The Rangers will be difficult to catch in the AL West with an 8.5-game lead over the Astros with 28 games to play. Winning two of three against Houston this weekend in a series at Globe Life Park in Arlington will all but actually clinch the division save for a very rare and unforeseen series of events. Texas would then have the luxury of resting key pieces and setting up its rotation for the divisional round of the AL playoffs.

However, if the Astros, winners of 10 of their last 12 games, can take two or even sweep, the division might yet have some intrigue left.

After Houston, the Rangers go on the road for four at Seattle, three against the Angels and three at Houston.

"There's no doubt the next 10 days or so will be a challenge for us to get some separation from the guys behind us," Texas third baseman Adrian Beltre said. "The one coming up with Houston will be important for us to create some separation so we can get some rest."

Houston enters one game back in the AL wild-card standings.

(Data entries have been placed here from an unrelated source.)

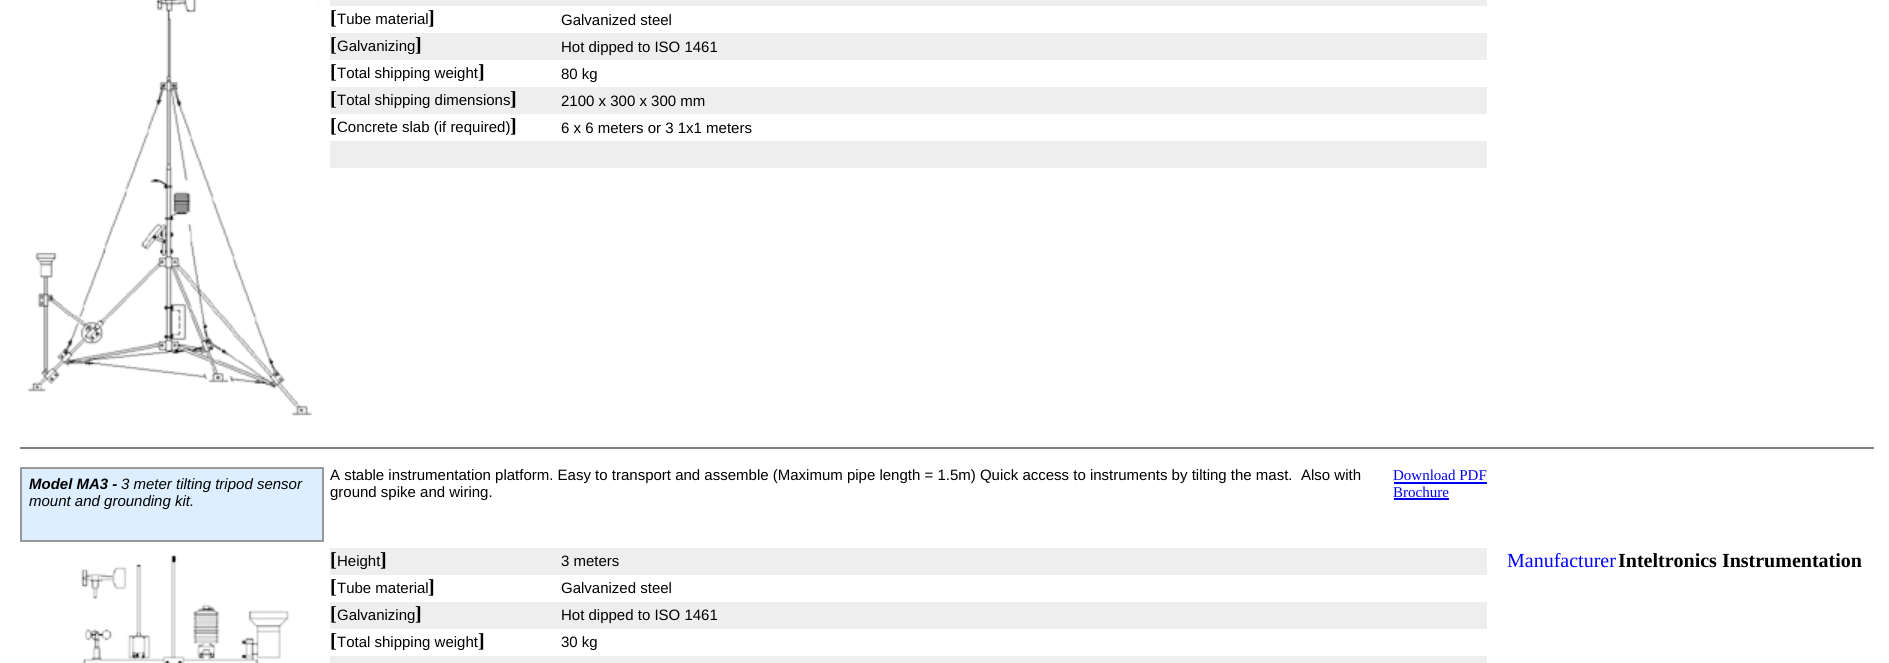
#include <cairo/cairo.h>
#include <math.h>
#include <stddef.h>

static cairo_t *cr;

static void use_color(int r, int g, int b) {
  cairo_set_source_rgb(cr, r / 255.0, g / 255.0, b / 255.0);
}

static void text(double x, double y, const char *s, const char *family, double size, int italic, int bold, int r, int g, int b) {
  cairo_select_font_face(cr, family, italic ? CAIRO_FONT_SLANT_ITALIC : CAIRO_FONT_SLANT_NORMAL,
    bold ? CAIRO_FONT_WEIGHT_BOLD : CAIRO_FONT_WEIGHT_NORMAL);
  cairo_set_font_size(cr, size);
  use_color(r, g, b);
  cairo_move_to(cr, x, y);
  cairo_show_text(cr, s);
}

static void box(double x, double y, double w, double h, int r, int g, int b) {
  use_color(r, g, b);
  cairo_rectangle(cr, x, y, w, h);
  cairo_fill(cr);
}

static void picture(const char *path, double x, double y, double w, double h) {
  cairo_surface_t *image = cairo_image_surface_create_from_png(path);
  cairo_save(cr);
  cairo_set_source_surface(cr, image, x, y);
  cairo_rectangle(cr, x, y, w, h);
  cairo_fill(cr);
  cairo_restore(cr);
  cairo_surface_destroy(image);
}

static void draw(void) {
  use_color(255, 255, 255);
  cairo_paint(cr);
  picture("img_01.png", 27, 0, 293, 416);
  box(330, 0, 1157, 6, 238, 238, 238);
  box(330, 33, 1157, 27, 238, 238, 238);
  box(330, 87, 1157, 27, 238, 238, 238);
  box(330, 141, 1157, 27, 238, 238, 238);
  box(20, 447, 1854, 2, 128, 128, 128);
  use_color(221, 238, 255);
  cairo_rectangle(cr, 21, 468, 302, 73);
  cairo_fill_preserve(cr);
  use_color(153, 153, 153);
  cairo_stroke(cr);
  box(1394, 482, 93, 2, 0, 0, 238);
  box(1394, 498, 55, 2, 0, 0, 238);
  picture("img_02.png", 81, 554, 209, 109);
  box(330, 548, 1157, 27, 238, 238, 238);
  box(330, 602, 1157, 27, 238, 238, 238);
  box(330, 656, 1157, 7, 238, 238, 238);
  text(330, 24, "[", "Liberation Serif", 20, 0, 1, 0, 0, 0);
  text(337, 24, "Tube material", "Liberation Sans", 15, 0, 0, 0, 0, 0);
  text(428, 24, "]", "Liberation Serif", 20, 0, 1, 0, 0, 0);
  text(561, 25, "Galvanized steel", "Liberation Sans", 15, 0, 0, 0, 0, 0);
  text(330, 51, "[", "Liberation Serif", 20, 0, 1, 0, 0, 0);
  text(337, 51, "Galvanizing", "Liberation Sans", 15, 0, 0, 0, 0, 0);
  text(415, 51, "]", "Liberation Serif", 20, 0, 1, 0, 0, 0);
  text(561, 52, "Hot dipped to ISO 1461", "Liberation Sans", 15, 0, 0, 0, 0, 0);
  text(330, 78, "[", "Liberation Serif", 20, 0, 1, 0, 0, 0);
  text(337, 78, "Total shipping weight", "Liberation Sans", 15, 0, 0, 0, 0, 0);
  text(478, 78, "]", "Liberation Serif", 20, 0, 1, 0, 0, 0);
  text(561, 79, "80 kg", "Liberation Sans", 15, 0, 0, 0, 0, 0);
  text(330, 105, "[", "Liberation Serif", 20, 0, 1, 0, 0, 0);
  text(337, 105, "Total shipping dimensions", "Liberation Sans", 15, 0, 0, 0, 0, 0);
  text(510, 105, "]", "Liberation Serif", 20, 0, 1, 0, 0, 0);
  text(561, 106, "2100 x 300 x 300 mm", "Liberation Sans", 15, 0, 0, 0, 0, 0);
  text(330, 132, "[", "Liberation Serif", 20, 0, 1, 0, 0, 0);
  text(337, 132, "Concrete slab (if required)", "Liberation Sans", 15, 0, 0, 0, 0, 0);
  text(510, 132, "]", "Liberation Serif", 20, 0, 1, 0, 0, 0);
  text(561, 133, "6 x 6 meters or 3 1x1 meters", "Liberation Sans", 15, 0, 0, 0, 0, 0);
  text(29, 489, "Model MA3 -", "Liberation Sans", 15, 1, 1, 0, 0, 0);
  text(121, 489, "3 meter tilting tripod sensor", "Liberation Sans", 15, 1, 0, 0, 0, 0);
  text(29, 506, "mount and grounding kit.", "Liberation Sans", 15, 1, 0, 0, 0, 0);
  text(330, 480, "A stable instrumentation platform. Easy to transport and assemble (Maximum pipe length = 1.5m) Quick access to instruments by tilting the mast.", "Liberation Sans", 15, 0, 0, 0, 0, 0);
  text(1301, 480, "Also with", "Liberation Sans", 15, 0, 0, 0, 0, 0);
  text(330, 497, "ground spike and wiring.", "Liberation Sans", 15, 0, 0, 0, 0, 0);
  text(1393, 480, "Download PDF", "Liberation Serif", 15, 0, 0, 0, 0, 238);
  text(1393, 497, "Brochure", "Liberation Serif", 15, 0, 0, 0, 0, 238);
  text(330, 566, "[", "Liberation Serif", 20, 0, 1, 0, 0, 0);
  text(337, 566, "Height", "Liberation Sans", 15, 0, 0, 0, 0, 0);
  text(380, 566, "]", "Liberation Serif", 20, 0, 1, 0, 0, 0);
  text(561, 566, "3 meters", "Liberation Sans", 15, 0, 0, 0, 0, 0);
  text(330, 593, "[", "Liberation Serif", 20, 0, 1, 0, 0, 0);
  text(337, 593, "Tube material", "Liberation Sans", 15, 0, 0, 0, 0, 0);
  text(428, 593, "]", "Liberation Serif", 20, 0, 1, 0, 0, 0);
  text(561, 593, "Galvanized steel", "Liberation Sans", 15, 0, 0, 0, 0, 0);
  text(330, 620, "[", "Liberation Serif", 20, 0, 1, 0, 0, 0);
  text(337, 620, "Galvanizing", "Liberation Sans", 15, 0, 0, 0, 0, 0);
  text(415, 620, "]", "Liberation Serif", 20, 0, 1, 0, 0, 0);
  text(561, 620, "Hot dipped to ISO 1461", "Liberation Sans", 15, 0, 0, 0, 0, 0);
  text(330, 647, "[", "Liberation Serif", 20, 0, 1, 0, 0, 0);
  text(337, 647, "Total shipping weight", "Liberation Sans", 15, 0, 0, 0, 0, 0);
  text(478, 647, "]", "Liberation Serif", 20, 0, 1, 0, 0, 0);
  text(561, 647, "30 kg", "Liberation Sans", 15, 0, 0, 0, 0, 0);
  text(1507, 567, "Manufacturer", "Liberation Serif", 20, 0, 0, 0, 0, 255);
  text(1618, 567, "Inteltronics Instrumentation", "Liberation Serif", 20, 0, 1, 0, 0, 0);
}

int main(void) {
  cairo_surface_t *surface = cairo_image_surface_create(CAIRO_FORMAT_RGB24, 1889, 663);
  cr = cairo_create(surface);
  cairo_font_options_t *options = cairo_font_options_create();
  cairo_font_options_set_hint_metrics(options, CAIRO_HINT_METRICS_OFF);
  cairo_font_options_set_hint_style(options, CAIRO_HINT_STYLE_NONE);
  cairo_set_font_options(cr, options);
  cairo_set_miter_limit(cr, 4);
  draw();
  cairo_surface_write_to_png(surface, "out.png");
  cairo_font_options_destroy(options);
  cairo_destroy(cr);
  cairo_surface_destroy(surface);
  return 0;
}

They'll need to go 15-14 in their final 29 to match the 86-win plateau they hit in 2015 and will likely need to do that to have a chance at the wild card in 2016.

The Astros' first order of business is solving the Rangers riddle. Texas is 11-2 against Houston this year.

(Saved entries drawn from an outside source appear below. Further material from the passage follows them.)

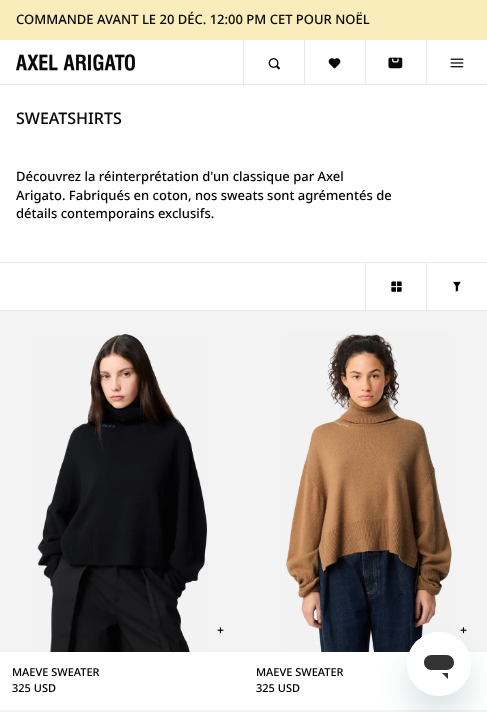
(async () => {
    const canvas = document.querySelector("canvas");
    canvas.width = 487;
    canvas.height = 712;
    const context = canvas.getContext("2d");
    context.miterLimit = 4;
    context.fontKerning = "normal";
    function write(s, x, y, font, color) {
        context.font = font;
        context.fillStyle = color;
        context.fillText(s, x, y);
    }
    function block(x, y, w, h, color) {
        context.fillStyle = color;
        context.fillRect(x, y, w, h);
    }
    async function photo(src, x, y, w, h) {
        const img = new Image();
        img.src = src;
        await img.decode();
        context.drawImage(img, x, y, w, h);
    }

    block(0, 0, 487, 712, "rgb(255, 255, 255)");
    block(0, 0, 487, 40, "rgb(250, 237, 188)");
    write("COMMANDE AVANT LE 20 DÉC. 12:00 PM CET POUR NOËL", 16, 24, "500 13px 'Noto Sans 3'", "rgb(9, 9, 9)");
    block(0, 84, 487, 1, "rgb(233, 233, 233)");
    await photo("media/1.png", 16, 54, 119, 17);
    block(243, 40, 1, 45, "rgb(233, 233, 233)");
    await photo("media/2.png", 268, 58, 12, 12);
    block(304, 40, 1, 45, "rgb(233, 233, 233)");
    await photo("media/3.png", 328, 58, 13, 11);
    block(365, 40, 1, 45, "rgb(233, 233, 233)");
    await photo("media/4.png", 388, 57, 15, 12);
    block(426, 40, 1, 45, "rgb(233, 233, 233)");
    await photo("media/5.png", 450, 58, 14, 10);
    write("SWEATSHIRTS", 16, 124, "500 16px Noto Sans", "rgb(9, 9, 9)");
    write("Découvrez la réinterprétation d'un classique par Axel", 16, 181, "500 13px 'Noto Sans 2'", "rgb(0, 0, 0)");
    write("Arigato. Fabriqués en coton, nos sweats sont agrémentés de", 16, 200, "500 13px 'Noto Sans 2'", "rgb(0, 0, 0)");
    write("détails contemporains exclusifs.", 16, 218, "500 13px 'Noto Sans 2'", "rgb(0, 0, 0)");
    block(0, 262, 487, 1, "rgb(233, 233, 233)");
    block(0, 310, 487, 1, "rgb(233, 233, 233)");
    block(365, 263, 1, 47, "rgb(233, 233, 233)");
    await photo("media/6.png", 391, 281, 11, 11);
    block(426, 263, 1, 47, "rgb(233, 233, 233)");
    await photo("media/7.png", 453, 281, 8, 11);
    block(0, 311, 487, 341, "rgb(243, 243, 243)");
    await photo("media/8.png", 217, 627, 7, 7);
    await photo("media/9.png", 37, 334, 171, 318);
    write("MAEVE SWEATER", 12, 676, "500 11px 'Noto Sans 3'", "rgb(0, 0, 0)");
    write("325 USD", 12, 692, "500 11px 'Noto Sans 3'", "rgb(0, 0, 0)");
    await photo("media/8.png", 460, 627, 7, 7);
    await photo("media/10.png", 285, 333, 167, 319);
    write("MAEVE SWEATER", 256, 676, "500 11px 'Noto Sans 3'", "rgb(0, 0, 0)");
    write("325 USD", 256, 692, "500 11px 'Noto Sans 3'", "rgb(0, 0, 0)");
    block(0, 710, 487, 2, "rgb(243, 243, 243)");
    context.save();
    context.beginPath();
    context.moveTo(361, 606);
    context.lineTo(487, 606);
    context.lineTo(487, 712);
    context.lineTo(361, 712);
    context.closePath();
    context.moveTo(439, 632);
    context.bezierCurveTo(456.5, 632, 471, 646.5, 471, 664);
    context.bezierCurveTo(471, 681.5, 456.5, 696, 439, 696);
    context.bezierCurveTo(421.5, 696, 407, 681.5, 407, 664);
    context.bezierCurveTo(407, 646.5, 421.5, 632, 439, 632);
    context.closePath();
    context.clip("evenodd");
    context.fillStyle = "rgba(23, 73, 77, 0.15)";
    context.filter = "blur(15px)";
    context.beginPath();
    context.roundRect(407, 652, 64, 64, 32);
    context.fill();
    context.filter = "none";
    context.restore();
    await photo("media/11.png", 409, 632, 60, 60);
})();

But the schedule doesn't get any easier.

After the Texas series are four games against Cleveland on the road and three with the Cubs at Minute Maid Park.

"Trust me, I'd love to rattle off a ton of wins and clinch a week in advance and set up your rotation and set up everything, but it doesn't seem like it's going to play out that way for too many teams in the game," manager A.J. Hinch said. "The scoreboard is right in front of us (in left field at Minute Maid Park), but the more you scoreboard watch, the more you're taking your attention away from beating the team that's on the field in front of you."

In game one on Friday, the Astros will throw right-hander Doug Fister (12-9, 3.60 ERA) against Texas righty A.J. Griffin (6-3, 4.39).

Fister has battled consistency in the second half, going 4-6 with a 4.09 ERA in 12 starts since June 26. He had success against the Rangers in his last start against them on Aug. 6, holding Texas to one run in six innings.

Griffin, too, has struggled with consistency since coming off the DL in June. The right-hander has only one quality start since May 2, though it was in his last outing. Griffin threw six scoreless innings in a victory over Cleveland.

Texas enters having won five straight and six of seven on its current 10-game homestand.

"The body of work speaks for itself," manager Jeff Banister said of Texas' recent results. "We need to play well. Houston is hot right now. We still have some work to do. We need to come back ready to play."